Spanning 2,000 miles and traversing six states from Missouri to the Pacific Ocean, the Oregon Trail is the route that made America. In the 15 years before the Civil War, when 400,000 pioneers used it to emigrate West - historians still regard this as the largest land migration of all time - the trail united the coasts, doubled the size of the country, and laid the groundwork for the railroads. The trail years also solidified the American character: our plucky determination in the face of adversity, our impetuous cycle of financial bubbles and busts, the fractious clash of ethnic populations competing for the same jobs and space. Today, amazingly, the trail is all but forgotten.

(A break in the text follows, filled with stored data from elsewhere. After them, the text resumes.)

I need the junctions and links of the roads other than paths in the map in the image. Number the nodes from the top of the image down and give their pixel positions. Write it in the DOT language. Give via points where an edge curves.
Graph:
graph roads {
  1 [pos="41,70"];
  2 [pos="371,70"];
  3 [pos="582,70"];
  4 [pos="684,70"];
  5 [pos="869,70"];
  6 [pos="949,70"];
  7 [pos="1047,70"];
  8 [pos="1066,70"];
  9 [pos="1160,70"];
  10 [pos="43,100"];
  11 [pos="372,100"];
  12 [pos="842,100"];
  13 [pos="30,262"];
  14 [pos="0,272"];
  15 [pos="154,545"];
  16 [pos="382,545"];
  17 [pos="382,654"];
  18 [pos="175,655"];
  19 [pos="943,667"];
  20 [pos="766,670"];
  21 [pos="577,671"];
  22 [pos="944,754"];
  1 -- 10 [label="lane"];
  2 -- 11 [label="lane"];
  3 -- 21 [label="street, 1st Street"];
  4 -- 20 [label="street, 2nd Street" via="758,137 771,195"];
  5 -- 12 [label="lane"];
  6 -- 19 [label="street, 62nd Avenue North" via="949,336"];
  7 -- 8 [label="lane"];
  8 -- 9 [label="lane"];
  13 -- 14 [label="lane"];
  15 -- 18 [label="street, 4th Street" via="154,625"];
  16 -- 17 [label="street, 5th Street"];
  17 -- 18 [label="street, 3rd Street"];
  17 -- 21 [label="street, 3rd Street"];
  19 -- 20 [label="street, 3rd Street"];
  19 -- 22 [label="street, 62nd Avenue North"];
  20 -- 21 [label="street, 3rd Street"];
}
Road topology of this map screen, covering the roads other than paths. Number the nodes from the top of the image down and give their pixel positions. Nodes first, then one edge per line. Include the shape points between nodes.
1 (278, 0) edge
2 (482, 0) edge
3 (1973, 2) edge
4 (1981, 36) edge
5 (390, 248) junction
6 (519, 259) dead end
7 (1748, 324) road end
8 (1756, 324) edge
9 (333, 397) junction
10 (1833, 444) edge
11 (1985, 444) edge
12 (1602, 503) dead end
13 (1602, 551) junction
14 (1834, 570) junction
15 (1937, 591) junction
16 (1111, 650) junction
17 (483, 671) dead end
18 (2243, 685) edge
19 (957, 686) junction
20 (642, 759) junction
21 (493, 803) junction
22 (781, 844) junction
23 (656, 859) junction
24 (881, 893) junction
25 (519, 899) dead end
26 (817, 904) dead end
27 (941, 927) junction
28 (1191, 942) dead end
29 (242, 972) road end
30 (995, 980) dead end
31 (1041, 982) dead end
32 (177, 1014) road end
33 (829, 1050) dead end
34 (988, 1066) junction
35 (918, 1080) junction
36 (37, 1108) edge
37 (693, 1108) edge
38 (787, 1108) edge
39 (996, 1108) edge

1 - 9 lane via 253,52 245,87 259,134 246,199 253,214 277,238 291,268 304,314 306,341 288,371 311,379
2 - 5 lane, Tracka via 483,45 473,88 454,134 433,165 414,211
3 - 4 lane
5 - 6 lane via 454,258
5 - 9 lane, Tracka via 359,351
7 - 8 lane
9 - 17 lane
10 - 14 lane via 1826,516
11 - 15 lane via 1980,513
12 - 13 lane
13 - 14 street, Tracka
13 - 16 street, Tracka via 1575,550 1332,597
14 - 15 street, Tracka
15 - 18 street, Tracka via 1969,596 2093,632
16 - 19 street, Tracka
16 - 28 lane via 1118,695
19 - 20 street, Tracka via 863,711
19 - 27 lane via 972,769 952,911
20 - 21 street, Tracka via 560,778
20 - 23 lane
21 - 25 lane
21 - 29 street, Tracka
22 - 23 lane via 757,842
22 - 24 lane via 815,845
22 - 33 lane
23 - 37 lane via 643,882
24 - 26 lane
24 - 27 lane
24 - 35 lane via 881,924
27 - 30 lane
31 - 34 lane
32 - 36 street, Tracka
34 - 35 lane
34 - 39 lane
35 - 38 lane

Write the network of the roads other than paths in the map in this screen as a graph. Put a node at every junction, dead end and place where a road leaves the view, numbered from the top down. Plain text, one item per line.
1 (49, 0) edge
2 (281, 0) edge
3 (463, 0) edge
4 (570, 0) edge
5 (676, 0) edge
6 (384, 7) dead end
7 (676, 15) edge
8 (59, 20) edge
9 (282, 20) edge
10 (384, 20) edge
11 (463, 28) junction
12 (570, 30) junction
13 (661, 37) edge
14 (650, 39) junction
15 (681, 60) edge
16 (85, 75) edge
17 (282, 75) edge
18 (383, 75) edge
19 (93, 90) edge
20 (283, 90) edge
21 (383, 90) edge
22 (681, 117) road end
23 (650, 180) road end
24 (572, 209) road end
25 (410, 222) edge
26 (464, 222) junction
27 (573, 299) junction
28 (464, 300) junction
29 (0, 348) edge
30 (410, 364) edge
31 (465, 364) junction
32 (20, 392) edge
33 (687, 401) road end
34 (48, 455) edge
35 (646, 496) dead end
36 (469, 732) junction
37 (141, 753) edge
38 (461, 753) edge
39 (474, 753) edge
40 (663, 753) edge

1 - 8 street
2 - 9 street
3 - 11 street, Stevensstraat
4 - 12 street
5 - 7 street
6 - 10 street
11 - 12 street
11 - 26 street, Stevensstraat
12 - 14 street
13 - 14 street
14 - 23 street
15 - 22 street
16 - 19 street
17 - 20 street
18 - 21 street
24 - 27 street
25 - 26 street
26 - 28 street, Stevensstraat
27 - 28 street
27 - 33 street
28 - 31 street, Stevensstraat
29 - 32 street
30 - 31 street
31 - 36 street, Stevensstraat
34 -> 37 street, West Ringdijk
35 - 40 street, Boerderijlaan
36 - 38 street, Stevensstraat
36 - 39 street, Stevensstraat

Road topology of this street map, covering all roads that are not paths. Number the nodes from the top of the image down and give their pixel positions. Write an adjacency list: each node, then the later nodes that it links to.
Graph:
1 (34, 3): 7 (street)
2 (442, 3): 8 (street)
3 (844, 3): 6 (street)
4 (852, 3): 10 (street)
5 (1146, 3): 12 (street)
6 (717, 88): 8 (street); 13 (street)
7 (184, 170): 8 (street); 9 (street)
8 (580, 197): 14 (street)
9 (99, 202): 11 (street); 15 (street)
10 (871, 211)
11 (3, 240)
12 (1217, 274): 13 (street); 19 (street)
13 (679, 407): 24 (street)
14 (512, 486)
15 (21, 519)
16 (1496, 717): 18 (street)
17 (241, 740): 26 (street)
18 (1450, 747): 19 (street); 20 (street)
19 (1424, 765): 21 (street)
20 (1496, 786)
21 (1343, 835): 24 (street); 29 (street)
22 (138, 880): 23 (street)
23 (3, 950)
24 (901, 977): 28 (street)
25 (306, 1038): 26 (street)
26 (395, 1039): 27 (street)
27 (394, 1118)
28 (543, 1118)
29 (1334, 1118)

Rinker Buck is no stranger to grand adventures. The New Yorker described his first travel narrative, Flight of Passage, as "a funny, cocky gem of a book", and with The Oregon Trail he seeks to bring the most important road in American history back to life. At once a majestic American journey, a significant work of history, and a personal saga reminiscent of best sellers by Bill Bryson and Cheryl Strayed, the book tells the story of Buck's 2,000-mile expedition across the plains with tremendous humor and heart. He was accompanied by three cantankerous mules,;his boisterous brother, Nick; and an "incurably filthy" Jack Russell terrier named Olive Oyl.
Includes an extended behind-the-scenes conversation with author/narrator Rinker Buck with his brother and trail companion, Nick Buck.